OpenAI also has discussed creating a data market where it could build a way to attribute how much value each individual data point contributes to the final trained model and pay the provider of that content, people familiar with the matter said.

This same idea is being discussed within Google. But researchers have so far struggled to build such a system and it isn’t clear whether they will ever find a breakthrough.

OpenAI is also working to gather everything useful that is already out there. Executives have discussed transcribing high-quality examples of video and audio on the internet using Whisper, its automatic speech-recognition tool, people familiar with the matter said.
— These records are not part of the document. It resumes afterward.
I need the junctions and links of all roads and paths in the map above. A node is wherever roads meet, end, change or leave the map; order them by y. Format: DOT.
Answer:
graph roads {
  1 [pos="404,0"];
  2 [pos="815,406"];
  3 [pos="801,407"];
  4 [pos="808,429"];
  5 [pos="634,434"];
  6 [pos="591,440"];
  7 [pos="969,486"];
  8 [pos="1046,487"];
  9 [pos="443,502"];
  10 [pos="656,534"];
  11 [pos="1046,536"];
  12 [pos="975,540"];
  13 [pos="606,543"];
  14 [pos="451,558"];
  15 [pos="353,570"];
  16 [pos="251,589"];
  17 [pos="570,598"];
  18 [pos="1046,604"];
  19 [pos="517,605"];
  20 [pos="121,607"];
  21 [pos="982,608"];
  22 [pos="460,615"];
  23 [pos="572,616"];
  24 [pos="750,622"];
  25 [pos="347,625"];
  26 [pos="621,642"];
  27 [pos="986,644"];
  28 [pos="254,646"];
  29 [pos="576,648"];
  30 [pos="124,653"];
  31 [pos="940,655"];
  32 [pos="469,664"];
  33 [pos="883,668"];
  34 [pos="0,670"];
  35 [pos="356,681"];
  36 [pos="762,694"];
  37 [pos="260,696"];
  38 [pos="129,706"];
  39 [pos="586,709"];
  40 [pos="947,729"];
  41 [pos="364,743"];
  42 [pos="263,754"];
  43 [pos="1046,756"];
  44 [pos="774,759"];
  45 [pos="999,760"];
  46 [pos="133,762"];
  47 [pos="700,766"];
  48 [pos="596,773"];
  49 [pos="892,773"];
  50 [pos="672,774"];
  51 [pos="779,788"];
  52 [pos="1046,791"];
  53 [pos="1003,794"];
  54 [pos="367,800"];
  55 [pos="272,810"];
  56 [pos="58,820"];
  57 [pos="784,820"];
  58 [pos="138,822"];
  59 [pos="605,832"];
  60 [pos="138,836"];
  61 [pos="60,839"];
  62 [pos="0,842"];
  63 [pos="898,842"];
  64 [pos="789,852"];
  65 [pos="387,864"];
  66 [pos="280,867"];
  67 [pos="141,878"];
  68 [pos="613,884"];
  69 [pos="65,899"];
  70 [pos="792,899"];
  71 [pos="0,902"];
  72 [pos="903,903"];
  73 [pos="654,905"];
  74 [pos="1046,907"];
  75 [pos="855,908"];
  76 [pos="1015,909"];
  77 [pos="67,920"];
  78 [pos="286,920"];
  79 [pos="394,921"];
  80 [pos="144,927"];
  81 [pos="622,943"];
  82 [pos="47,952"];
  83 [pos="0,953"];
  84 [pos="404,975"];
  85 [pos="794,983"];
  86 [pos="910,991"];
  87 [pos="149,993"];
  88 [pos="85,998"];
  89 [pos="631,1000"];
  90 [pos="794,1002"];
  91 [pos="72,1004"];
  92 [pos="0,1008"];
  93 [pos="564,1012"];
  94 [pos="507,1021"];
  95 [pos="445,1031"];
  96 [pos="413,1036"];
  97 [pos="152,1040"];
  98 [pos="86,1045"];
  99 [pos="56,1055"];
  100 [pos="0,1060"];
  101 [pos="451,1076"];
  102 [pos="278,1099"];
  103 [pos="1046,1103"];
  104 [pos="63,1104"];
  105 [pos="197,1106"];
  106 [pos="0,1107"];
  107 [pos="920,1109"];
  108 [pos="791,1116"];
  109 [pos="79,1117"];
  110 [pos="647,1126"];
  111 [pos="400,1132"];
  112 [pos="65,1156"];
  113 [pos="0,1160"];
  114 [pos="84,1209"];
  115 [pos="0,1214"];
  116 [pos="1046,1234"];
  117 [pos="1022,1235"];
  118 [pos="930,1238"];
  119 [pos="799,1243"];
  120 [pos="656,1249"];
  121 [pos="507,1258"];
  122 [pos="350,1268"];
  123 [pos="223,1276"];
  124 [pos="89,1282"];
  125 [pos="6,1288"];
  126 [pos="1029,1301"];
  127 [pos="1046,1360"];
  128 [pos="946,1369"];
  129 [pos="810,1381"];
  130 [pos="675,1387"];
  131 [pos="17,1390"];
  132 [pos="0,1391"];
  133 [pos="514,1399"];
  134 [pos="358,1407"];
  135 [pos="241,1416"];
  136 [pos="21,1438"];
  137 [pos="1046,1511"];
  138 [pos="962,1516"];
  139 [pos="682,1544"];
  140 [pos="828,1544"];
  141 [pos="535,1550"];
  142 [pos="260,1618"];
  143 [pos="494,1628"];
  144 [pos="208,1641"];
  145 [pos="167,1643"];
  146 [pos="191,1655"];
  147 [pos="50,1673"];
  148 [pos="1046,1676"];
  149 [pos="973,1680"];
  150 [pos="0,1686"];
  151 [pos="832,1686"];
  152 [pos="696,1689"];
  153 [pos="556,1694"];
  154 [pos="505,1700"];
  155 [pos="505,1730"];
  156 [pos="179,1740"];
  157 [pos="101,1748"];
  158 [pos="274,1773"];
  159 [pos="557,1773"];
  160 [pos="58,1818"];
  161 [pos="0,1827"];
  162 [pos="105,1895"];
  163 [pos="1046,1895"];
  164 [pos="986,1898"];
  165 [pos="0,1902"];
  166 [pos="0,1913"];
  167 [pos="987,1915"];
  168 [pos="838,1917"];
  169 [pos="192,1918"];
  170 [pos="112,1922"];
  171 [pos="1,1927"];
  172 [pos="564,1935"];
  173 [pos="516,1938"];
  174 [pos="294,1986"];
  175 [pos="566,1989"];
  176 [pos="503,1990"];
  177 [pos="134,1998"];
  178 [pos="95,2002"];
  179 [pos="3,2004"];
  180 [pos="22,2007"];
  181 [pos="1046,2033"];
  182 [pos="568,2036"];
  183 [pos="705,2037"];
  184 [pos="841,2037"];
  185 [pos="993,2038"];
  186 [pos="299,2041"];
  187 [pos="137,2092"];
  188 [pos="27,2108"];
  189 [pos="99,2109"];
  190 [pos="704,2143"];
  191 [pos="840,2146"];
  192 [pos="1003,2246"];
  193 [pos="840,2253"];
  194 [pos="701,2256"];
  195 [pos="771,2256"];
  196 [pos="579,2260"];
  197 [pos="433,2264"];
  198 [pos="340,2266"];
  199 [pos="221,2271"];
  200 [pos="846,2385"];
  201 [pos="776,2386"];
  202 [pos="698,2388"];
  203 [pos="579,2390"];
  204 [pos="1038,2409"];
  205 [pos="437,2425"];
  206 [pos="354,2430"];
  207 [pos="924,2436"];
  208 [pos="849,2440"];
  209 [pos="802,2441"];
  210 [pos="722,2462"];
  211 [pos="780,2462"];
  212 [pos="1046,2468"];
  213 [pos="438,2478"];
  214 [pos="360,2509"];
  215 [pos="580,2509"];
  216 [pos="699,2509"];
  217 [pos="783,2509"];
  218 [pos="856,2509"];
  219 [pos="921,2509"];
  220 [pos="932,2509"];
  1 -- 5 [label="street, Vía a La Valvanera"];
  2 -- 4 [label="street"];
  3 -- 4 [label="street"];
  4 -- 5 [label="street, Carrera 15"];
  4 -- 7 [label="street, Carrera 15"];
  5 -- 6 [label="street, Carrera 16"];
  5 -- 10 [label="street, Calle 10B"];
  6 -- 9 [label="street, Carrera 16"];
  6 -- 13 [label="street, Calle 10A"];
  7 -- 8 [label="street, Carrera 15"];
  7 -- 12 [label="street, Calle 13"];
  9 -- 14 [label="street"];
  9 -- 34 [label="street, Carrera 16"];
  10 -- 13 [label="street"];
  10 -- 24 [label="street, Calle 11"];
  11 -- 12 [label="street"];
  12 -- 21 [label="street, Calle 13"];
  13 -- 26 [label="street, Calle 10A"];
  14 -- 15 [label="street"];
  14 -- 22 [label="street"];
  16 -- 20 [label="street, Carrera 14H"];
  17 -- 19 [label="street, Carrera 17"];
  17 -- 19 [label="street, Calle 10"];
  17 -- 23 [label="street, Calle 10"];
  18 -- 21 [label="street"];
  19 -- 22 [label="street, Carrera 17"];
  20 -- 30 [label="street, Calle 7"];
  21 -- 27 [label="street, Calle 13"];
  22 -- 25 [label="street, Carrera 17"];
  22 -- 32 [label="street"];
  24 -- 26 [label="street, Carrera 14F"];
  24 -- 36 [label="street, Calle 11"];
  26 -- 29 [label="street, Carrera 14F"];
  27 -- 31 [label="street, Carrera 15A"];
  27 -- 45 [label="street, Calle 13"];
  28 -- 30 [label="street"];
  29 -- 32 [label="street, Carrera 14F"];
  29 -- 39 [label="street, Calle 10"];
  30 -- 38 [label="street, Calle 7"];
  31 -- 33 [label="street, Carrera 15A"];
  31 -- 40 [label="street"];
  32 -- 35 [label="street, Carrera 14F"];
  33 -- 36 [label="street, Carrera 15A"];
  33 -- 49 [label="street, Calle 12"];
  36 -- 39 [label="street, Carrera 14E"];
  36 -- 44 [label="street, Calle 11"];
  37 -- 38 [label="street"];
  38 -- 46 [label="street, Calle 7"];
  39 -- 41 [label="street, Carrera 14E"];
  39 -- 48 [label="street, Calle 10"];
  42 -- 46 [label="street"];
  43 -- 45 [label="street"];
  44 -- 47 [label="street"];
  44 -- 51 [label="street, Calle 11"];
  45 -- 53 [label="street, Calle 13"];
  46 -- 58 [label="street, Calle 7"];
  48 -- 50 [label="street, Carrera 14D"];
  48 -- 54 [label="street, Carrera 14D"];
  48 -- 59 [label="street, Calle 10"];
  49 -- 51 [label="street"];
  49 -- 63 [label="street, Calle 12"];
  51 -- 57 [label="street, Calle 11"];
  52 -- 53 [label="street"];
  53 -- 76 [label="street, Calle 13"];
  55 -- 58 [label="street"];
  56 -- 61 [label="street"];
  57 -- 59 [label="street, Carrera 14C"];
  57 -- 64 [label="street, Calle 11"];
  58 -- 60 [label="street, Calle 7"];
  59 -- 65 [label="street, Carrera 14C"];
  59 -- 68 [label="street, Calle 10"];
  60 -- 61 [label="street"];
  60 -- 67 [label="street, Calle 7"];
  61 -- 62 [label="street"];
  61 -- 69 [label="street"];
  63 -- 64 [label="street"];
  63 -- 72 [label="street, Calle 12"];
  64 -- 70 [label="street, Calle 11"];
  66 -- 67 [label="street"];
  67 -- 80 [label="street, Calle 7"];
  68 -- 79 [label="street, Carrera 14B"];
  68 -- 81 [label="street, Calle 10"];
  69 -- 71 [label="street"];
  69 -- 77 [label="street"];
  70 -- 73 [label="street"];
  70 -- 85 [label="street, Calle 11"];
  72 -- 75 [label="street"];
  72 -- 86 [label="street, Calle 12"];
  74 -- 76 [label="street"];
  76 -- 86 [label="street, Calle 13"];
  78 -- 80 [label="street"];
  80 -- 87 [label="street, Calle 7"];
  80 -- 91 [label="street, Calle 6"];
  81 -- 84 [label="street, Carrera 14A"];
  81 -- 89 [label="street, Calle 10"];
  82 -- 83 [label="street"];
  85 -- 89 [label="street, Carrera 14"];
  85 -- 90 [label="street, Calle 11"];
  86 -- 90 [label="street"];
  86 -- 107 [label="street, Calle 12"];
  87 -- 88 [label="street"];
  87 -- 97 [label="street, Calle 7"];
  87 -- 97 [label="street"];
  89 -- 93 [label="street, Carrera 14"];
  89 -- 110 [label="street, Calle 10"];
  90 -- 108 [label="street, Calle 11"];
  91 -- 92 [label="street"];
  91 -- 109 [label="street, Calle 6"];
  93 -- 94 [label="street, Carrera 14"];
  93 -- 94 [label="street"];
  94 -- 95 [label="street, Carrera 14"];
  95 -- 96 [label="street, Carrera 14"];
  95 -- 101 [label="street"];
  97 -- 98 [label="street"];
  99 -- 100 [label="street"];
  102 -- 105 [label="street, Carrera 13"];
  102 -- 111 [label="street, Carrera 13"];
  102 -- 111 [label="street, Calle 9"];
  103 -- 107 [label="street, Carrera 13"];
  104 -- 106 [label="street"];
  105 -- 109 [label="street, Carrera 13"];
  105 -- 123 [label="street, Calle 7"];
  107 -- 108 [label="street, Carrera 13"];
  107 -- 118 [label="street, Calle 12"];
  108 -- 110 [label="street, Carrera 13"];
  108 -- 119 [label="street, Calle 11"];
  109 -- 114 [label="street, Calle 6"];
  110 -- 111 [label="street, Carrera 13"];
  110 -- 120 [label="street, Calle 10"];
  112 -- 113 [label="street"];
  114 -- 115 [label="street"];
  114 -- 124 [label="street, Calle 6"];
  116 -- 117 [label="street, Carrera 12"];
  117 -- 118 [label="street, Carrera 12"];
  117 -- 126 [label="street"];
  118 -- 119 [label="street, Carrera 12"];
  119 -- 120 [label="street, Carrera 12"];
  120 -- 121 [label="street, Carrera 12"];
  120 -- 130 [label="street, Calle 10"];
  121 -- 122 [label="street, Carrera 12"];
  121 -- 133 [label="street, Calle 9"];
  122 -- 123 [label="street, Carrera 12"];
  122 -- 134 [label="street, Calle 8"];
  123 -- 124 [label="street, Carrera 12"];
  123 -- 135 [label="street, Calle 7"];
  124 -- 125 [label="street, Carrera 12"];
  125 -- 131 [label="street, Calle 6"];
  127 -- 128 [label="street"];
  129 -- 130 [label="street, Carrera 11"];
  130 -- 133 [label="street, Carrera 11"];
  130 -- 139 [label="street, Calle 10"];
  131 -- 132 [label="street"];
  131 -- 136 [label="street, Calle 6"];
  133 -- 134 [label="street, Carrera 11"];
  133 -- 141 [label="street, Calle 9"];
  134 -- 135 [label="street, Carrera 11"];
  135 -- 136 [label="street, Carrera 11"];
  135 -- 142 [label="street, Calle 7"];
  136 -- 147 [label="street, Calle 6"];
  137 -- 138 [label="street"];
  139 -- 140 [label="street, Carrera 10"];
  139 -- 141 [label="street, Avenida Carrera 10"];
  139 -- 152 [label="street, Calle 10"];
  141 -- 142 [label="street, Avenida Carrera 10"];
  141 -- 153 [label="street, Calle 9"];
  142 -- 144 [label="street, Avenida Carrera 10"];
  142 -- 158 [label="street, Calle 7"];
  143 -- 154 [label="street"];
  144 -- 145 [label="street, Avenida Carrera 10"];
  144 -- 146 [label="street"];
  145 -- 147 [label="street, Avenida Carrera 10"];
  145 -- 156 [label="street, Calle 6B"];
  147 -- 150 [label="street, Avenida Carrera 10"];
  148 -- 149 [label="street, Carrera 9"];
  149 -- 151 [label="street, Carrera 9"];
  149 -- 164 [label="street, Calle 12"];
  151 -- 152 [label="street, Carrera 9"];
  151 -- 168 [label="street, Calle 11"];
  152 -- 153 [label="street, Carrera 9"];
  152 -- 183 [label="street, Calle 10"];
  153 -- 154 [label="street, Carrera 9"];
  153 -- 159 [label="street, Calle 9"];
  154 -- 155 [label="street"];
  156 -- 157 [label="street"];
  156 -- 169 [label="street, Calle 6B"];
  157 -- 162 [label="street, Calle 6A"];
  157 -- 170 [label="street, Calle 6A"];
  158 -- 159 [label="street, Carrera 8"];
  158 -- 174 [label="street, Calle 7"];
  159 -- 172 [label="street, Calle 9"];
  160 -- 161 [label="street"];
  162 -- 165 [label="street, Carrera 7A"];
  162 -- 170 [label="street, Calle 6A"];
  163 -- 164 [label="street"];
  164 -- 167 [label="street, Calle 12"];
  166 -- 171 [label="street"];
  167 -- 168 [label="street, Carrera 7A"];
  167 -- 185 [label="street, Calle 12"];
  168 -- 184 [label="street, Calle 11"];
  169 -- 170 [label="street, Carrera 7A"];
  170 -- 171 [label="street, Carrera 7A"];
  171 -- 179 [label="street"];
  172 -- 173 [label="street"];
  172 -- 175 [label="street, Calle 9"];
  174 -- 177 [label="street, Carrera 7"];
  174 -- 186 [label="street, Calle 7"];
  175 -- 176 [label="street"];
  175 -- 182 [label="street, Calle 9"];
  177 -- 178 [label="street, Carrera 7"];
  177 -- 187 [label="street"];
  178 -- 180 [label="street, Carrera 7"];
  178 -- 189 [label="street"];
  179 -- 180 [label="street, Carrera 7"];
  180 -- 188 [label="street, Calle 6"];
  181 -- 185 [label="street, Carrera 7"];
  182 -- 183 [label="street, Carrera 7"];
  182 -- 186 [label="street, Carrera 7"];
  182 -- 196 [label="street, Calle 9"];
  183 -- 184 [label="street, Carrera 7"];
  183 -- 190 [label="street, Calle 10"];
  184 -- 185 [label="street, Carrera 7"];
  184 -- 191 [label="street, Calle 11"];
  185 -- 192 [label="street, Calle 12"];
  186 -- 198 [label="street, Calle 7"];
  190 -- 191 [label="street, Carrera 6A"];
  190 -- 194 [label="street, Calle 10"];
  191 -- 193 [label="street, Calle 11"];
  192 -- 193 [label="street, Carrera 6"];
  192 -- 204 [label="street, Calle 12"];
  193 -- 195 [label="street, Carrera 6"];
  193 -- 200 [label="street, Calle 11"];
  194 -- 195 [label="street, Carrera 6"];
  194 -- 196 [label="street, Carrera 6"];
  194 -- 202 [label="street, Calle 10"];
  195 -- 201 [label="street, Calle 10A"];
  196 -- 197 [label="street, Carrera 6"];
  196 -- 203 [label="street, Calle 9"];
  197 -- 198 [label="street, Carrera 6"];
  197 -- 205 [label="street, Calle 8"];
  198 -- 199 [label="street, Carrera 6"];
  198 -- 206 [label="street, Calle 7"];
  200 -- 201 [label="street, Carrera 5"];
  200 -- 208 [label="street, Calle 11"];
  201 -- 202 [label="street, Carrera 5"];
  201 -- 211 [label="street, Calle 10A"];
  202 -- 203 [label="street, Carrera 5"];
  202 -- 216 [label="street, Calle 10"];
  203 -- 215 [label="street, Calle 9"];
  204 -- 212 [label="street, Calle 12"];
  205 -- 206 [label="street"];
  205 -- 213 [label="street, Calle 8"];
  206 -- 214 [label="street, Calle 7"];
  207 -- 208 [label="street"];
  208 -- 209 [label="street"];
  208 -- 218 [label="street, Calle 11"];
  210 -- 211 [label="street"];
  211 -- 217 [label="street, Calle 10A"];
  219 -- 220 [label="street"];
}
Some of that would be through public YouTube videos, a subset of which were already used to train GPT-4, the people said.

“Our data sets are unique, and we curate them to help our models’ understanding of the world," a spokeswoman for OpenAI said, adding that it draws from publicly available content and gets nonpublic data through partnerships.

Google didn’t return a request for comment.

Companies also are experimenting with making their own data.

Feeding a model text that is itself generated by AI is considered the computer-science version of inbreeding. Such a model tends to produce nonsense, which some researchers call “model collapse."

In one experiment, discussed in a research paper last year, Canadian and British researchers found that the later generation of such a model, when asked to discuss 14th century English architecture, babbled about nonexistent species of jack rabbits.

Researchers at OpenAI and Anthropic are trying to avoid these problems by creating so-called synthetic data of higher quality.

In a recent interview, Anthropic’s chief scientist, Jared Kaplan, said some types of synthetic data can be helpful. Anthropic said it used “data we generate internally" to inform its latest versions of its Claude models. OpenAI also is exploring synthetic data generation, the spokeswoman said.

Many who study the data issue are ultimately sanguine that solutions will emerge. Villalobos compares it to “peak oil," the fear that oil production could top out and start an economically painful collapse. That concern has proven inaccurate thanks to new technology, such as fracking in the early 2000s.

It is possible that the AI world could see a similar development, he says. “The biggest uncertainty is what breakthroughs you’ll see."